After her husband’s death, Wood moved in with her parents, then traveled as a teacher with the Jesus Film Project. She lived in Russia for a year and wrote to her grandchildren that the exact amount of money needed for her to live overseas that year, $27,000, miraculously came the day it was due. She wrote about new converts, prayers answered, and joy. Wood also visited Mongolia, Cambodia, South Africa, Croatia, and other countries. She hated flying, especially after her husband’s death, but she embraced the adventures and chronicled stories of God’s worldwide work.

Ernie and Cliff

Ernie and Cliff Handout

In 2007, Wood, then 76, married Cliff Wood, 80, five months after their first date. More than 700 guests attended their wedding, and two grandsons served as the officiating pastors. The Woods have known grief since their marriage. Cliff’s son, Barry, died three years ago from ALS. For Cliff’s 90th birthday, Barry could only move his eyes but had prerecorded a letter to his father. Two of Ernie’s grandsons, Geoffrey and Luke, became blind at young ages. Less than two years ago, Geoffrey committed suicide.

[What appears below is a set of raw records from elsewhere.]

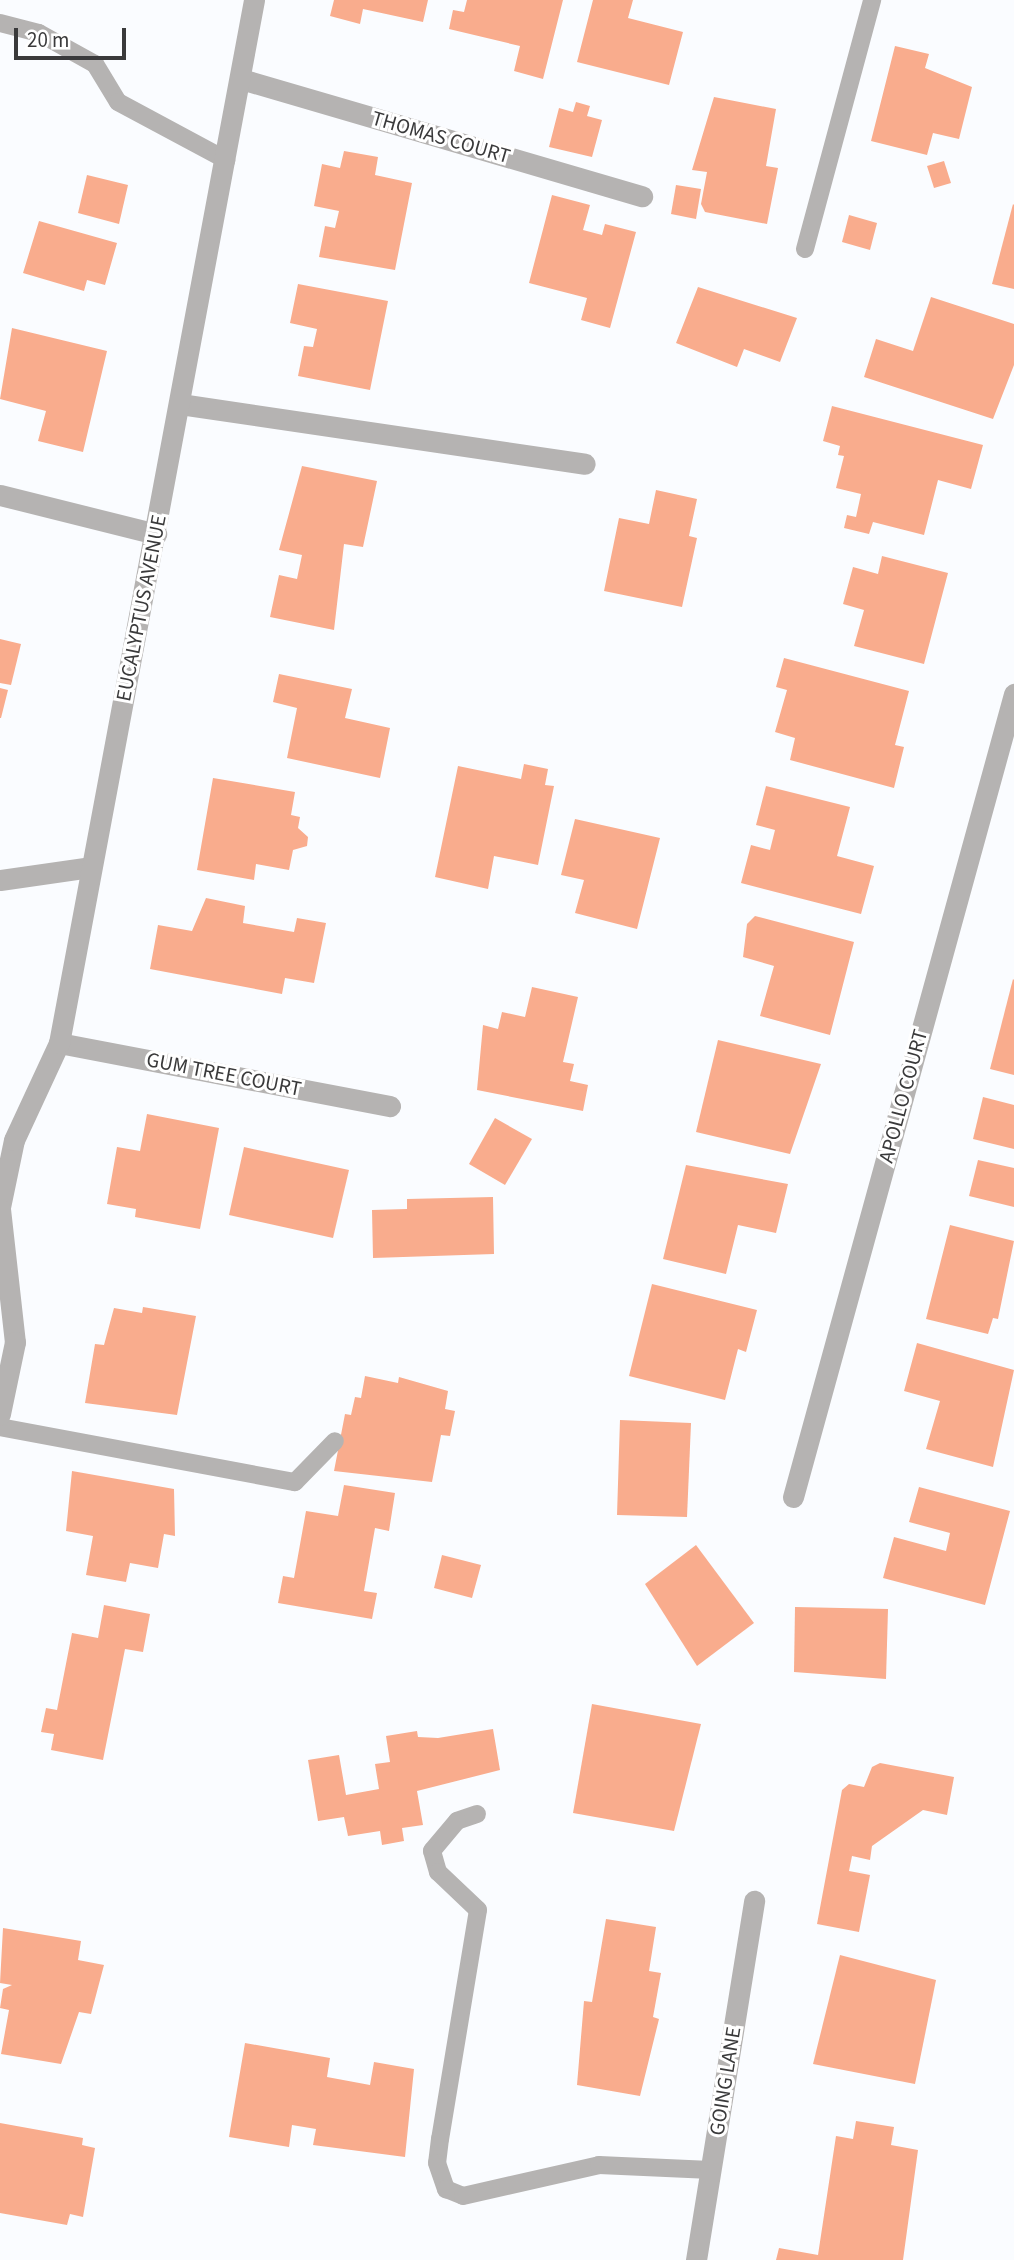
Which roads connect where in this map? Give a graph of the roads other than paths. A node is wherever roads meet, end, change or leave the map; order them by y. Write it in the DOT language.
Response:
graph roads {
  1 [pos="254,0"];
  2 [pos="872,0"];
  3 [pos="0,23"];
  4 [pos="241,79"];
  5 [pos="226,160"];
  6 [pos="642,196"];
  7 [pos="805,249"];
  8 [pos="180,404"];
  9 [pos="586,464"];
  10 [pos="0,495"];
  11 [pos="156,534"];
  12 [pos="1014,694"];
  13 [pos="90,867"];
  14 [pos="0,880"];
  15 [pos="59,1043"];
  16 [pos="390,1106"];
  17 [pos="0,1208"];
  18 [pos="0,1414"];
  19 [pos="0,1427"];
  20 [pos="335,1441"];
  21 [pos="793,1497"];
  22 [pos="477,1814"];
  23 [pos="754,1902"];
  24 [pos="711,2170"];
  25 [pos="696,2260"];
  1 -- 4 [label="street, EUCALYPTUS AVENUE"];
  2 -- 7 [label="lane"];
  3 -- 5 [label="lane"];
  4 -- 5 [label="street, EUCALYPTUS AVENUE"];
  4 -- 6 [label="street, THOMAS COURT"];
  5 -- 8 [label="street, EUCALYPTUS AVENUE"];
  8 -- 9 [label="street"];
  8 -- 11 [label="street, EUCALYPTUS AVENUE"];
  10 -- 11 [label="street"];
  11 -- 13 [label="street, EUCALYPTUS AVENUE"];
  12 -- 21 [label="street, APOLLO COURT"];
  13 -- 14 [label="street"];
  13 -- 15 [label="street, EUCALYPTUS AVENUE"];
  15 -- 16 [label="street, GUM TREE COURT"];
  15 -- 17 [label="street, EUCALYPTUS AVENUE"];
  17 -- 18 [label="street, EUCALYPTUS AVENUE"];
  19 -- 20 [label="lane"];
  22 -- 24 [label="lane"];
  23 -- 24 [label="street, GOING LANE"];
  24 -- 25 [label="street, GOING LANE"];
}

While giving a tour of the grandchildren’s photos hanging on the walls, Wood laughs at a photo of her and Cliff, two octogenarians, rolling by the White House on Segways. She remembers blowing past another elderly lady in a wheelchair who shouted, “You go, girl!” That could be Wood’s refrain, as each of her weekly letters quotes Psalm 118:17: “I will not die, but live, and tell of the works of the Lord.”